MONUMENTO DE LA GUERRA DE COREA. ACCURSIO CIACCIO, PIXABAY

La guerra adjunta es ante todo sobre control indirecto. Básicamente, una superpotencia que podría ser Estados Unidos tiene un interés político o estratégico en algún lugar del mapa y, por lo tanto, la cuestión es cómo influir en el cliente o el estado del cliente, que se convierte en el diputado en el curso de la guerra, para actuar como se desee. Los intereses de la superpotencia y el diputado son, en cierta medida, coincidentes, pero rara vez idénticos, y a veces hay una diferencia dramática. Cuanto mayor sea la diferencia, mayor será el incentivo que la superpotencia debe emplear para influenciar al adjunto en el comportamiento deseado.

guerra coreana

Este tema aborda el libro en una serie de ejemplos concretos, que, aunque extraídos de diferentes lugares en el siglo XX, tienen una gran relevancia para comprender los escenarios actuales. Uno de los capítulos muy bien escritos es de Julia M. Macdonald, investigadora en política internacional de la Universidad de Denver. Está basada en un verdadero clásico, a saber, la Guerra de Corea de 20–1950.

La guerra adjunta es ante todo sobre control indirecto.

La mayoría de la gente hoy ve esto como un resultado dramático de la Guerra Fría, que fácilmente podría haber terminado en la gran confrontación entre las superpotencias. Pero a pesar de que los estadounidenses pensaban que tenían interés en preservar las partes del sur de Corea como un baluarte contra el comunismo, la guerra fue de hecho bastante diferente.

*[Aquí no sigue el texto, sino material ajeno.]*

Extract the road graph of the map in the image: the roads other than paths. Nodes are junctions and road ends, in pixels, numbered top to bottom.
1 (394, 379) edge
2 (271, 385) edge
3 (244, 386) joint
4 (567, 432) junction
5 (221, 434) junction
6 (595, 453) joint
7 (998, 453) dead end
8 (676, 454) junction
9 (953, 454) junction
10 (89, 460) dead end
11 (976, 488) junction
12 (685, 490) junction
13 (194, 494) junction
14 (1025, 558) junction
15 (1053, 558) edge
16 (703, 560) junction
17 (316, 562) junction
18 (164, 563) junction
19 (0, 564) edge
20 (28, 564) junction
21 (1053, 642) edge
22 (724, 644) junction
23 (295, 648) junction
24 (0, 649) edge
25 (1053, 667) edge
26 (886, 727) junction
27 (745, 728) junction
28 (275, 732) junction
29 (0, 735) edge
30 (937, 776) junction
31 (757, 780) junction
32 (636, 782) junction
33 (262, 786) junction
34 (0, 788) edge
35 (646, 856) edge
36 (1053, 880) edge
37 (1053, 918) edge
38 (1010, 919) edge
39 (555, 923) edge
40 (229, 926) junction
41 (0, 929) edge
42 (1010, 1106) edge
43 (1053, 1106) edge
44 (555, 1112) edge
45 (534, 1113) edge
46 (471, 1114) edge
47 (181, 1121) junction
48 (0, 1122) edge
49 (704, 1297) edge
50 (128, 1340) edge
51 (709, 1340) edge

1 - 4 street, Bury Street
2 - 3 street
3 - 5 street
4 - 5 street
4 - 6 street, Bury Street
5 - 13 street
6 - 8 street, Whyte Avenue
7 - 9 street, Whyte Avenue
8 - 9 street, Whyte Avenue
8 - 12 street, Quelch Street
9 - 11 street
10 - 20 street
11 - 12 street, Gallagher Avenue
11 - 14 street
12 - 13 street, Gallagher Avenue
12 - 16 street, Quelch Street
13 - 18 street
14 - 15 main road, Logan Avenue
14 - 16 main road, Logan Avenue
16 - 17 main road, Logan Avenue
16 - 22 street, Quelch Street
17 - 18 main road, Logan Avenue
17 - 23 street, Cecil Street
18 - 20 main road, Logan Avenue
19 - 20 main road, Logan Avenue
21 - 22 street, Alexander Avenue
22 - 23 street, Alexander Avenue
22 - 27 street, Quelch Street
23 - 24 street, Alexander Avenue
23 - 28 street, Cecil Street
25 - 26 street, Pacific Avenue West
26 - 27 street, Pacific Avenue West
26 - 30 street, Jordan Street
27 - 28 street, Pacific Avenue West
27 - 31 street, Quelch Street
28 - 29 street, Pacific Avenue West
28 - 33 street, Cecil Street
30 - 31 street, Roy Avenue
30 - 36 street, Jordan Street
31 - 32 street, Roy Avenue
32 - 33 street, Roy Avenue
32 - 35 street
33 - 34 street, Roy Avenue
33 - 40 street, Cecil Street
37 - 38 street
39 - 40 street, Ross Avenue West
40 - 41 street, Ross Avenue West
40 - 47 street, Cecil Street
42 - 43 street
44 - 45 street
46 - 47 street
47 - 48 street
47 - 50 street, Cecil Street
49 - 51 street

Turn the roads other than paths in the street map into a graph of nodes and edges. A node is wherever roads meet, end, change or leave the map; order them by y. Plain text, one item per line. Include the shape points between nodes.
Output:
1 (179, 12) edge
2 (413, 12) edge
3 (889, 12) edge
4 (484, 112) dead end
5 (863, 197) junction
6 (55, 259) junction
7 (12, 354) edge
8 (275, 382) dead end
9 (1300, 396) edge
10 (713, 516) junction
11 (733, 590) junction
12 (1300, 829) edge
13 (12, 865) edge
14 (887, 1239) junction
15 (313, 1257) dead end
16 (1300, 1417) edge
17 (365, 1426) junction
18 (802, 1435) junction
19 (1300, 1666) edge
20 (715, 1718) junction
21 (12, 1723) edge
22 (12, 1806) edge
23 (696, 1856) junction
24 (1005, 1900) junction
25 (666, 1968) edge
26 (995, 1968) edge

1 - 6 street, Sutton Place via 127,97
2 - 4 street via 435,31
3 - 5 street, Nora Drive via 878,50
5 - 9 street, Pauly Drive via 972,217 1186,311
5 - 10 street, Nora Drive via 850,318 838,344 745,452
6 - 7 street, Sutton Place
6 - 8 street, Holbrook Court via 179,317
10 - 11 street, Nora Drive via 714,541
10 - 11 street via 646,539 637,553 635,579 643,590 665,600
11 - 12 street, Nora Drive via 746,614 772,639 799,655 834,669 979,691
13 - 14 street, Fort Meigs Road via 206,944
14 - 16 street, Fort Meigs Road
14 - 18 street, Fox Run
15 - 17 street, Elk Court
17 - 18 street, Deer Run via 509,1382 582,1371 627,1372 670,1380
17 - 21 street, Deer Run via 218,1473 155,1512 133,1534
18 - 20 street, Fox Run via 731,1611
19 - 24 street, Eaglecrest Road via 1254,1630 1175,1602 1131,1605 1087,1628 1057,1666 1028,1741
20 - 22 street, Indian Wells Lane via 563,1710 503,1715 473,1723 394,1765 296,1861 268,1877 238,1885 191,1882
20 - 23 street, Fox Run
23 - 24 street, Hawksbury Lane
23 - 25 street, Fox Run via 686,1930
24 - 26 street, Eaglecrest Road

En realidad, todo comenzó con una serie de protestas comunistas en Corea del Sur, con el presidente Syngman Rhee restaurando rápidamente la calma mediante el despliegue del ejército.

Estados Unidos había deseado durante mucho tiempo que Rhee creara un ejército pequeño y profesional adecuado para algo más que tomar medidas enérgicas contra los disturbios locales. Pero el presidente tenía otra oposición más peligrosa que derrumbar, a saber, la élite conservadora y rica del país, a quien temía que ganara influencia. Por lo tanto, eligió un ejército mal organizado que era corrupto y, por lo tanto, podía ser comprado para respaldar su gobierno. Pero cuando el régimen de Corea del Norte atacó con una ofensiva militar, su ejército de Corea del Sur quedó en gran parte impotente. Esto obligó a los estadounidenses a desplegar tropas para reforzar al presidente Rhee y su régimen, y luego dirigió la Guerra de Corea, la Guerra de Diputados de los Estados Unidos.

dilema

A la luz de todo esto, la evaluación continua de la cantidad necesaria de apoyo militar necesaria para mantener al estado cliente o al diputado en el incendio va en contra de los costos económicos y políticos de la superpotencia, que en el caso de Corea eran los Estados Unidos. En los siguientes capítulos, el libro expande los muchos elementos y variantes del juego al resaltar conflictos similares que, sin embargo, son radicalmente diferentes.

Arabia Saudita tiene un interés muy activo en dominar
Yemen, que es solo una perspectiva del rival que Irán quiere
mismo.

Por lo tanto, hay un análisis estimulante de la ocupación alemana de Dinamarca entre 1940 y 45, donde la política de cooperación danesa en primer lugar convirtió al país en un estado cliente nazi. Y uno no debería establecer paralelismos cuando otros capítulos miran a Israel y la ocupación de Cisjordania. También hay algunas deliberaciones políticas encubiertas detrás de ellos, pero todos deben entenderse en un contexto concreto. En este contexto, también tiene sentido tener un capítulo (de Abigail Vaughn) que tome la ofensiva estadounidense contra los carteles colombianos de la droga en los años 1990-2010. Esto también fue liderado por el control indirecto, que también redujo la inestabilidad interna en Colombia, pero por otro lado, el país hoy se ubica como el quinto mayor receptor de apoyo militar de los Estados Unidos. El autor Vaughn de la Universidad de California pregunta con razón si esto vale los miles de millones de dólares y este es exactamente el dilema de guerra adjunto.
- si por un momento ignoras los aspectos morales y éticos.